• **Action item**
When the word "buttons" shows up in a line of the records below, copy that line.

• **Information supplied**
=== Section Start ===
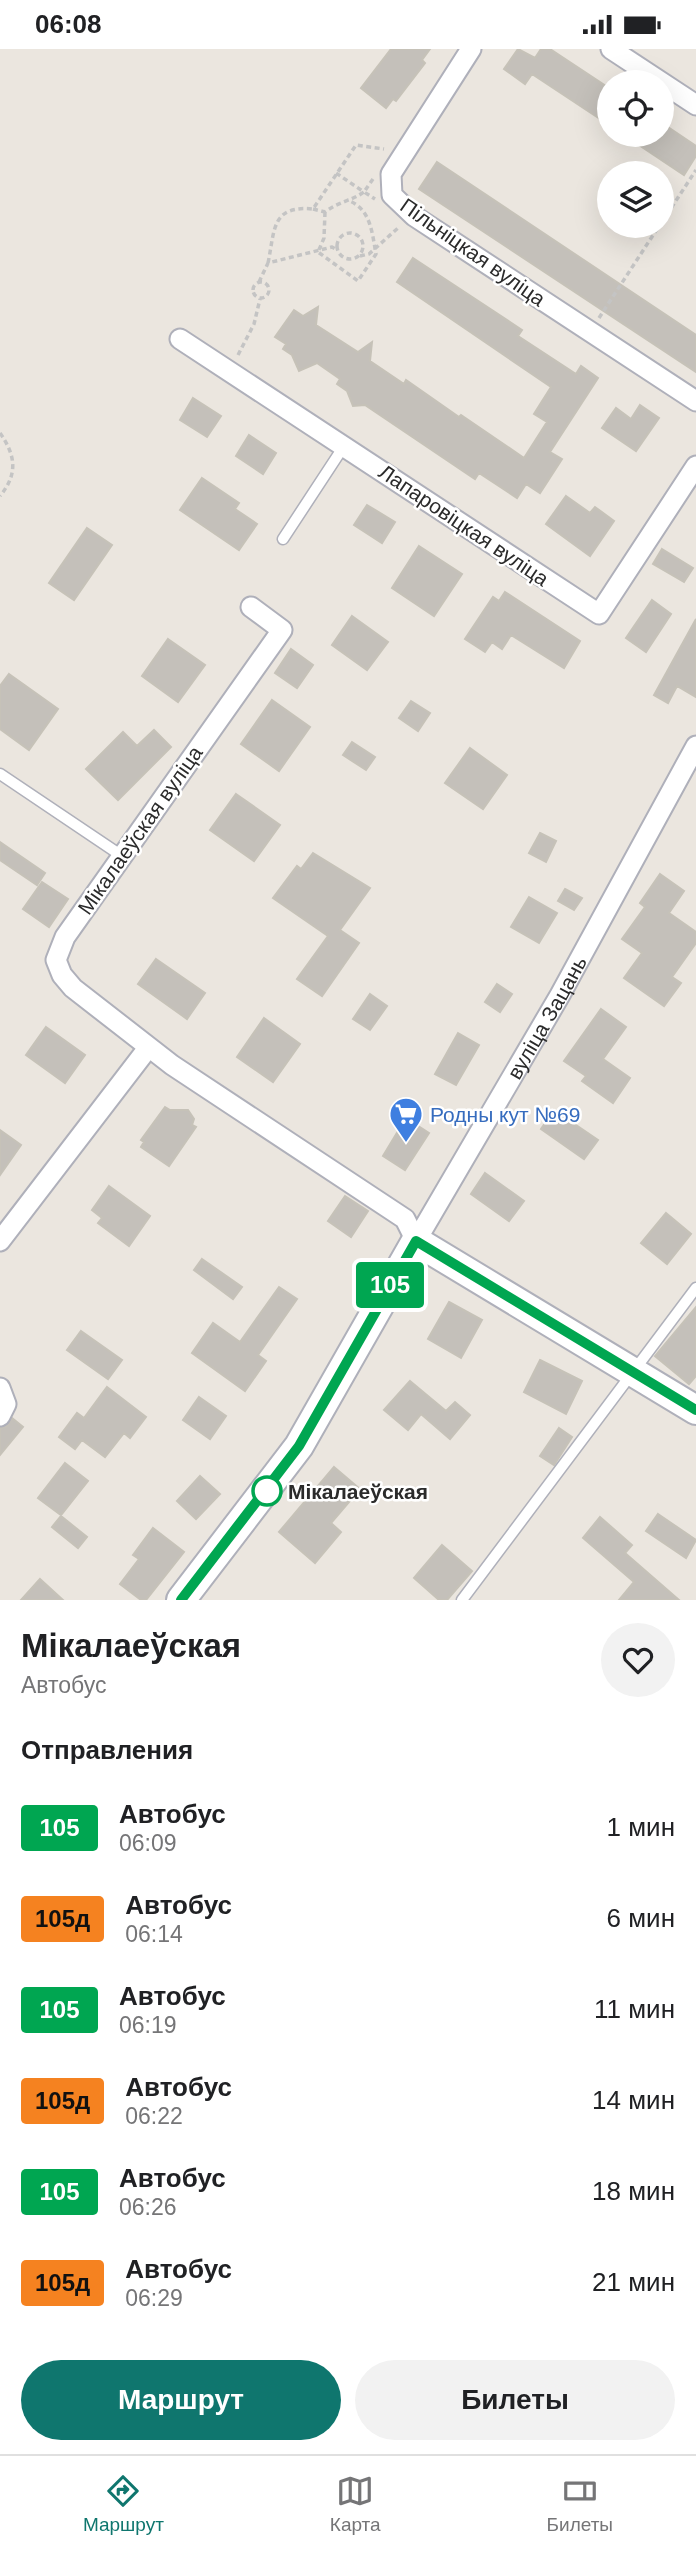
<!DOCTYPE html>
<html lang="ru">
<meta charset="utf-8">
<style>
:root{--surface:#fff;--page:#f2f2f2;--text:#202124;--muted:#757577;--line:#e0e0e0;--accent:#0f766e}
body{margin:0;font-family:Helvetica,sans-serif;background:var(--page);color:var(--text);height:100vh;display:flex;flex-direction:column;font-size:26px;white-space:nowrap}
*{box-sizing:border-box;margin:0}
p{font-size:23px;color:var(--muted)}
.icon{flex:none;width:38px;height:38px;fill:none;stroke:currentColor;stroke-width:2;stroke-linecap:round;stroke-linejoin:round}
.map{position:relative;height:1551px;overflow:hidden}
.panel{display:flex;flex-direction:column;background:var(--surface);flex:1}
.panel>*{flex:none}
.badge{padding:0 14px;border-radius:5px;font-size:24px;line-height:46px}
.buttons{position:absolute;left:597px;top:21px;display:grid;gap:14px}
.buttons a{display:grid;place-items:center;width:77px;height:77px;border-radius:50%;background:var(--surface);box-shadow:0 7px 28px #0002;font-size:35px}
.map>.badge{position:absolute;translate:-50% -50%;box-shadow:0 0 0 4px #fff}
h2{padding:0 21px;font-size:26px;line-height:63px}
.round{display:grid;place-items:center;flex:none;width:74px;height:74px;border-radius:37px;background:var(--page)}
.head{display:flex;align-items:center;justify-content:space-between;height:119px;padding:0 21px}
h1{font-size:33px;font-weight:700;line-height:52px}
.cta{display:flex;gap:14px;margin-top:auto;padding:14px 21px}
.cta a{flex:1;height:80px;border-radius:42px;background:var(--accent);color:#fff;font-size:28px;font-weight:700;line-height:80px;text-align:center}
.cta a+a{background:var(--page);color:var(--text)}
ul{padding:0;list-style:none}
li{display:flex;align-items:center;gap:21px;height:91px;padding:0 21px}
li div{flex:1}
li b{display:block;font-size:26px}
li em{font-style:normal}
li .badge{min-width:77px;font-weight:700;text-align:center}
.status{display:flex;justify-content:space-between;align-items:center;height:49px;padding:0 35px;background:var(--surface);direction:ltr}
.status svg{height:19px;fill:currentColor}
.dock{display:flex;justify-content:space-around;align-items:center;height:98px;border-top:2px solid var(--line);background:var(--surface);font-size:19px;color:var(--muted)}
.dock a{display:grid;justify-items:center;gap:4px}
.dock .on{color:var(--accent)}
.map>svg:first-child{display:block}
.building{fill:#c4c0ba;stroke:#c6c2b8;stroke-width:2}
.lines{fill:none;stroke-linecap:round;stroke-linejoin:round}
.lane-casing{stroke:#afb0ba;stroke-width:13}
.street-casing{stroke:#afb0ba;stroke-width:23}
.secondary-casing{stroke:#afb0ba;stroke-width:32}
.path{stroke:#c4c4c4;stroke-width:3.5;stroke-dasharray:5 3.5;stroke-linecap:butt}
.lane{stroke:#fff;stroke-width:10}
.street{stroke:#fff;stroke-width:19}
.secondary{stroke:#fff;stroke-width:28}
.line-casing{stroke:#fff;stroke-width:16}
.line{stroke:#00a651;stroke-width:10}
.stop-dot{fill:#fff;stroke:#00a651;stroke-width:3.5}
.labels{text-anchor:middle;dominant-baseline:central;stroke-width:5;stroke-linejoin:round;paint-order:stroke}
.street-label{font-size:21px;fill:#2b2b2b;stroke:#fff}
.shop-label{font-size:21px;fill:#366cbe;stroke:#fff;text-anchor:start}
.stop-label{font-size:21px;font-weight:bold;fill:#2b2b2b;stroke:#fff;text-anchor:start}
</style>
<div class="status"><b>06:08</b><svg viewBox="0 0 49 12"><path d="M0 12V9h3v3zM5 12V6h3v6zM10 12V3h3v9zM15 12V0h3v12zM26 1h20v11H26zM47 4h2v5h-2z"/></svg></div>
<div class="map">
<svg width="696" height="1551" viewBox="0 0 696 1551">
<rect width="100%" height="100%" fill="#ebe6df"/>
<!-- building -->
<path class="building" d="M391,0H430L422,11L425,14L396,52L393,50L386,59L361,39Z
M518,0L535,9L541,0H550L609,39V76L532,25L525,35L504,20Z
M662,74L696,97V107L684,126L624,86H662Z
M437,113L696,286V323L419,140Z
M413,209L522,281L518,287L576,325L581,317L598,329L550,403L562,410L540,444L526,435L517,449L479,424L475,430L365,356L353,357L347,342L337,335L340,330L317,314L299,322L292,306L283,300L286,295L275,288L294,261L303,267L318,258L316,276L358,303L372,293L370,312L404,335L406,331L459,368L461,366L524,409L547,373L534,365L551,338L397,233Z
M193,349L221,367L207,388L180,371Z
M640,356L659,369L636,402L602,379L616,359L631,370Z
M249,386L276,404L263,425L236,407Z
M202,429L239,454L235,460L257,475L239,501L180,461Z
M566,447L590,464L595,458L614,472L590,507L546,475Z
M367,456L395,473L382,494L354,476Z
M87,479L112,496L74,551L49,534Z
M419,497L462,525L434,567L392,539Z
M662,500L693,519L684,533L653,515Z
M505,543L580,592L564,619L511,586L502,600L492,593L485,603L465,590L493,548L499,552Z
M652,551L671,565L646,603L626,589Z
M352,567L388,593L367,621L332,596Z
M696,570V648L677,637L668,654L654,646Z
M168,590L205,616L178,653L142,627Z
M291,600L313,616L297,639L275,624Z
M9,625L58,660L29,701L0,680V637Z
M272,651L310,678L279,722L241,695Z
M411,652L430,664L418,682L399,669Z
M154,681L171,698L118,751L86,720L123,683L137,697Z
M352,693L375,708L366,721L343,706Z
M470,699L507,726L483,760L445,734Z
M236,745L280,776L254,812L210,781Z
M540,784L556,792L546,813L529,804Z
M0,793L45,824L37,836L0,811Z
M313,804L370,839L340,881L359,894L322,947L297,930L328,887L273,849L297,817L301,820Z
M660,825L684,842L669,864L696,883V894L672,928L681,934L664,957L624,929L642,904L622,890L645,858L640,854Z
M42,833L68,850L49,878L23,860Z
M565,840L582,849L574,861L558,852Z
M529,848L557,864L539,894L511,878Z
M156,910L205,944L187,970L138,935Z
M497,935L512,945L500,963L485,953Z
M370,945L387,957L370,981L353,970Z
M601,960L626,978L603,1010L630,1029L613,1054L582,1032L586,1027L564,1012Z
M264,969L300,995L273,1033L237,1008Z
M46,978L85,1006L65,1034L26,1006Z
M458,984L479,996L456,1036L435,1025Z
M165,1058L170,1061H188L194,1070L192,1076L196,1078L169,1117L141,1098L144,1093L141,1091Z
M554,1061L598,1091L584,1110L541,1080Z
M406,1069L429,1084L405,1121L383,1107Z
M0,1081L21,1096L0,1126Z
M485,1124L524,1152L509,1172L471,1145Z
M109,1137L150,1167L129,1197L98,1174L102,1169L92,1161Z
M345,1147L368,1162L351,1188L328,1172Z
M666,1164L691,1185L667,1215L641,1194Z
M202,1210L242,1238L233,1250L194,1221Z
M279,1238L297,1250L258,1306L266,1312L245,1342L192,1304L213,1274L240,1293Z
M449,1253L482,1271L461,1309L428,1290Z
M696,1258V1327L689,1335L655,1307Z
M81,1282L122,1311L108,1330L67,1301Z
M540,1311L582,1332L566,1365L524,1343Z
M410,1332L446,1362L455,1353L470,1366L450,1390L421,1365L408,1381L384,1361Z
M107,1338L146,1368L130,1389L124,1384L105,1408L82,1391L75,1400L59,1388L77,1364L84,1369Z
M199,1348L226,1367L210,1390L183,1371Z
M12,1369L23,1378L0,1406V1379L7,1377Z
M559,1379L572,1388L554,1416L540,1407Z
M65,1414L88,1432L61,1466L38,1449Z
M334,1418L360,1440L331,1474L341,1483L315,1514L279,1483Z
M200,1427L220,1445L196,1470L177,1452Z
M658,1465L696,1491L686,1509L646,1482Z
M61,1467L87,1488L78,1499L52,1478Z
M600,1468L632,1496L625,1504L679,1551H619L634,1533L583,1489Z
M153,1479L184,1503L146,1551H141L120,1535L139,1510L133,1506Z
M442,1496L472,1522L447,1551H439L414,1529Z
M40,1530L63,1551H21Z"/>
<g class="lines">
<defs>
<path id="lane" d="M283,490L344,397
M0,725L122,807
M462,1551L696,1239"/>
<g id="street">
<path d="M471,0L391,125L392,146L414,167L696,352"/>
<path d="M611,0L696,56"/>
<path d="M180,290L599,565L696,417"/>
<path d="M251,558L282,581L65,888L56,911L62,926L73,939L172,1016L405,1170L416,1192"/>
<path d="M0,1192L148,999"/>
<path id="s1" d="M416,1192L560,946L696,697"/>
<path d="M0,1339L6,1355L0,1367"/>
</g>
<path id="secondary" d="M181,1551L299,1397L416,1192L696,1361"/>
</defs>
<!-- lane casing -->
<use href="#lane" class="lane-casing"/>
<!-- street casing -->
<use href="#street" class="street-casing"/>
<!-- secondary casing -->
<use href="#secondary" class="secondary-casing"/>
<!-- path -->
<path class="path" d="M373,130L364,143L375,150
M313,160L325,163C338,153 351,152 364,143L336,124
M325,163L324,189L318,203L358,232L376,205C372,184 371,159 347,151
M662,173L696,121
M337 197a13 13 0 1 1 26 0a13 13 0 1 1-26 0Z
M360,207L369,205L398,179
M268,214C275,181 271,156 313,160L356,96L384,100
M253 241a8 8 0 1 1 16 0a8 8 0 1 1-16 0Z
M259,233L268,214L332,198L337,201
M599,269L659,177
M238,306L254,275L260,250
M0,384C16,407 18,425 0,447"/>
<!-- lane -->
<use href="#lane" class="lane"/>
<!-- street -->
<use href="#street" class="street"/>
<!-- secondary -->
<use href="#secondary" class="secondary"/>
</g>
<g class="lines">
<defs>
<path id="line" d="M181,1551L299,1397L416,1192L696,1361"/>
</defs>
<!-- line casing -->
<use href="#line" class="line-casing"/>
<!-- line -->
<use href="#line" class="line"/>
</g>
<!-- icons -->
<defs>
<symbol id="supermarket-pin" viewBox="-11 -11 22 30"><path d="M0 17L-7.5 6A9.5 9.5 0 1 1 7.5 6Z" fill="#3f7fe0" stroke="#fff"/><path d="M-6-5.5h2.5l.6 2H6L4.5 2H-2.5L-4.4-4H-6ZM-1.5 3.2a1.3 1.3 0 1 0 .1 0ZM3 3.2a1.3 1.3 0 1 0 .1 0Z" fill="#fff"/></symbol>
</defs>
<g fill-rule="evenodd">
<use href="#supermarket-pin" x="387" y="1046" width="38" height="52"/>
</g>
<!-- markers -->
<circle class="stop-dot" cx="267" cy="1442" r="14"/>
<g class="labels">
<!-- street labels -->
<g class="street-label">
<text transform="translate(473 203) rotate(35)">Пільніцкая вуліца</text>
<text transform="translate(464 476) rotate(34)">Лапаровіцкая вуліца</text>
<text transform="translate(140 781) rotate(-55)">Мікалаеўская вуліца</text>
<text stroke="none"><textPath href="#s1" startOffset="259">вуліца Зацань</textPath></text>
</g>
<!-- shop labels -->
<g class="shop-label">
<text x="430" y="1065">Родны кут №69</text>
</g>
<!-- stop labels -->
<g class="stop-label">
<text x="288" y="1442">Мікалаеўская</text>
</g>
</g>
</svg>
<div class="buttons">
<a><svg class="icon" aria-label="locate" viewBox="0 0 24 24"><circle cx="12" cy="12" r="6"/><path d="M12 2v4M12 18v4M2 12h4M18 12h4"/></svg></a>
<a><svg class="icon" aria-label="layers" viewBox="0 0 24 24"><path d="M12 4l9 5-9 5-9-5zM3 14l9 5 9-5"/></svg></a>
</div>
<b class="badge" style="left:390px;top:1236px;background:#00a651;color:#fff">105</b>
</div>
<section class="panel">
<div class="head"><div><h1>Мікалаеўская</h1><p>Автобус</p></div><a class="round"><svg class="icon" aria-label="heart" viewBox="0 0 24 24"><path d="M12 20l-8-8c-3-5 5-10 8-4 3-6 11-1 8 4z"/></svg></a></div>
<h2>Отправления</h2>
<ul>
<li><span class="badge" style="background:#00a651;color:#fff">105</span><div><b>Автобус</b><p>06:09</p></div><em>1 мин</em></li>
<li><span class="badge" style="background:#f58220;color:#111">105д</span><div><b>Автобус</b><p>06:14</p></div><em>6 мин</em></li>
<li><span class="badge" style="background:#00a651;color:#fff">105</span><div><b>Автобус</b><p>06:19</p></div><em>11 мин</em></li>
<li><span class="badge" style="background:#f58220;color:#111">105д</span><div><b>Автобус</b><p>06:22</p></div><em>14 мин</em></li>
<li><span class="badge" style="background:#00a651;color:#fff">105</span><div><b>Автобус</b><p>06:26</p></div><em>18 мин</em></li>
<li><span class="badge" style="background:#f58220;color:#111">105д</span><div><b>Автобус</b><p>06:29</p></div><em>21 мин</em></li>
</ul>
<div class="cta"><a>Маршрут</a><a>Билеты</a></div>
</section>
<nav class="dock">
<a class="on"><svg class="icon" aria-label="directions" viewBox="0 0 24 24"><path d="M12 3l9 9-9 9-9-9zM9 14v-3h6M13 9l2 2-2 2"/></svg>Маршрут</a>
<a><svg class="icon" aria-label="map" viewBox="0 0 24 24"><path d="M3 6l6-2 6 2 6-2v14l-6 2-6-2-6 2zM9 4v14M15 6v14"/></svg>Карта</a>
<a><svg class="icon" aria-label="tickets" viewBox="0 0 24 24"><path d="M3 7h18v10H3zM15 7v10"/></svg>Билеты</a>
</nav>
=== Section End ===
• **Your solution**
.buttons{position:absolute;left:597px;top:21px;display:grid;gap:14px}
.buttons a{display:grid;place-items:center;width:77px;height:77px;border-radius:50%;background:var(--surface);box-shadow:0 7px 28px #0002;font-size:35px}
<div class="buttons">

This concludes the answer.